*** DATA SUPPLIED ***
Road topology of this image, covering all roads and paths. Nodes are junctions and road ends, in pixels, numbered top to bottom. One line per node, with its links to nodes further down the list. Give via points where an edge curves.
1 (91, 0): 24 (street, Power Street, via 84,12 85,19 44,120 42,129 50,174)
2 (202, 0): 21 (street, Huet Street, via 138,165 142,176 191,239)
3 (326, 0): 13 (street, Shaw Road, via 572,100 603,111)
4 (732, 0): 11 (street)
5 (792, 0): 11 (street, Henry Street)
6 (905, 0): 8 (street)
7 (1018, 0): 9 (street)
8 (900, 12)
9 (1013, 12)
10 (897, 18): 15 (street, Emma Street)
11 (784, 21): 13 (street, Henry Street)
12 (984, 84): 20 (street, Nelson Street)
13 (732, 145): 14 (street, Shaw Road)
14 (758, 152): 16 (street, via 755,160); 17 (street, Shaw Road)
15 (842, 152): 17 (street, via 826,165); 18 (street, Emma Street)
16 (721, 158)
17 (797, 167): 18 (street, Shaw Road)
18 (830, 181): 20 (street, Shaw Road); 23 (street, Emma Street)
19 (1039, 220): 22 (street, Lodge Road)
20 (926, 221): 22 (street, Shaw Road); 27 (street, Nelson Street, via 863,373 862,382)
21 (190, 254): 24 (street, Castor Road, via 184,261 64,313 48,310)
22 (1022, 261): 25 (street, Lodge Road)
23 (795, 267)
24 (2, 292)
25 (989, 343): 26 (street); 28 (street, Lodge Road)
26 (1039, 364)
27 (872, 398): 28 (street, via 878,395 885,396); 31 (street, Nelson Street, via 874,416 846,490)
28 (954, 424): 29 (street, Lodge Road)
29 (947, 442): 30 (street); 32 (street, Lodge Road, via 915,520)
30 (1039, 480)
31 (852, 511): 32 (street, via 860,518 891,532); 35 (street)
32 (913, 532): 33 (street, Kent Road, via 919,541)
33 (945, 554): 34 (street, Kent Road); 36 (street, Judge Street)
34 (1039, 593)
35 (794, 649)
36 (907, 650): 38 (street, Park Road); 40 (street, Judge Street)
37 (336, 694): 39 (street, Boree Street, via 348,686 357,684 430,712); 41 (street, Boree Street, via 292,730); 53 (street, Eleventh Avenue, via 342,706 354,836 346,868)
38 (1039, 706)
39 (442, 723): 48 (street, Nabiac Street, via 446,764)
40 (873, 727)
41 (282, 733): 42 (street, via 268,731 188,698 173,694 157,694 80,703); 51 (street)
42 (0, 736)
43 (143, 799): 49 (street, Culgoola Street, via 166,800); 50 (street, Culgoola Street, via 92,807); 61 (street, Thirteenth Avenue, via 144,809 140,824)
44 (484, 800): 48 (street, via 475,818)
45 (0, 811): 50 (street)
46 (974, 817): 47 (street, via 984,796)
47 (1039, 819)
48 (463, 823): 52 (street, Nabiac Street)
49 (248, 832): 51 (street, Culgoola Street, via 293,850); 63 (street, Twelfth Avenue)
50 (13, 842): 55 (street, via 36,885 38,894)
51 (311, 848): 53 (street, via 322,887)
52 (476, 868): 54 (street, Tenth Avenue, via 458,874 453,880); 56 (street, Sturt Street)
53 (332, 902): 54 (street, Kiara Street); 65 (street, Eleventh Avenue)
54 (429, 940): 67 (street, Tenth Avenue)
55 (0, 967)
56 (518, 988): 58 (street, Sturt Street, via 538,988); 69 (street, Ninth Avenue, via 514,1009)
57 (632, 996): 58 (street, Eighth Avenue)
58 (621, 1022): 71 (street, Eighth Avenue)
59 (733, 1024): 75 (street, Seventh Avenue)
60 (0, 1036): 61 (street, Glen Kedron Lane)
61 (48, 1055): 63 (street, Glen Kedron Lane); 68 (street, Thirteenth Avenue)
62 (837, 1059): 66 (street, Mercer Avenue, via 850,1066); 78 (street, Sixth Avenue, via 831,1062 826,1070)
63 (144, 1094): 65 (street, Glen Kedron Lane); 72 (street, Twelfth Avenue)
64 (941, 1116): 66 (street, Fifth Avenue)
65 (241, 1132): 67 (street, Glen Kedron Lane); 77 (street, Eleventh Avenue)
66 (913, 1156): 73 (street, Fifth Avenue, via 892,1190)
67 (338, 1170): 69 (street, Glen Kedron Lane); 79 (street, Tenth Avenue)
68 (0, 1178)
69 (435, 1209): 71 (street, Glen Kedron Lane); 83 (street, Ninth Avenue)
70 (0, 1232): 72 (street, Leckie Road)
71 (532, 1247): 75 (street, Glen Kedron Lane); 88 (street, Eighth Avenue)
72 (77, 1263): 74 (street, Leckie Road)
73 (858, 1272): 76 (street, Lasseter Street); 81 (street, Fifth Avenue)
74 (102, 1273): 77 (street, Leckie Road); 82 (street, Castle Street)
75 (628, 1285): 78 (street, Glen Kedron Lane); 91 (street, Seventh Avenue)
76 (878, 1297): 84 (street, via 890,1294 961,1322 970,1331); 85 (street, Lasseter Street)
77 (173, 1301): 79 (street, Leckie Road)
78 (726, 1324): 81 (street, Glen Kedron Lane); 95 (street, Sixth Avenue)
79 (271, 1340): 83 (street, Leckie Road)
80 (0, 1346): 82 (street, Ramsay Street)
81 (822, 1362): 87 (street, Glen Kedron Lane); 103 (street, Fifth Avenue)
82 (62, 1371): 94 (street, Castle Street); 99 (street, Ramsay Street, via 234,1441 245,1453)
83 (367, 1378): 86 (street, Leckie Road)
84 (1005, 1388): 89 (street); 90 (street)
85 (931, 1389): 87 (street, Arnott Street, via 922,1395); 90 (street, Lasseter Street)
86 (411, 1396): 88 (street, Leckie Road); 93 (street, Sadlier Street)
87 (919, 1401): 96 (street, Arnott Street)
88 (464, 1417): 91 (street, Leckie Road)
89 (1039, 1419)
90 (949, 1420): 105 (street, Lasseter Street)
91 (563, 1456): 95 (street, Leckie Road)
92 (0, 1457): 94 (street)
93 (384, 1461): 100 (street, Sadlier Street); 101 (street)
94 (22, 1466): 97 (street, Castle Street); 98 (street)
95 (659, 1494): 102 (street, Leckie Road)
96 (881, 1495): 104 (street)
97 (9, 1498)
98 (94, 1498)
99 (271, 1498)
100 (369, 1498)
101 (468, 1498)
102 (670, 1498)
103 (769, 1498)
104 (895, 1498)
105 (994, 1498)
***
» PROBLEM STATEMENT: Your reply should hold every line from the data that contains "Shaw", copied in full.

» FINAL ANSWER:
3 (326, 0): 13 (street, Shaw Road, via 572,100 603,111)
13 (732, 145): 14 (street, Shaw Road)
14 (758, 152): 16 (street, via 755,160); 17 (street, Shaw Road)
17 (797, 167): 18 (street, Shaw Road)
18 (830, 181): 20 (street, Shaw Road); 23 (street, Emma Street)
20 (926, 221): 22 (street, Shaw Road); 27 (street, Nelson Street, via 863,373 862,382)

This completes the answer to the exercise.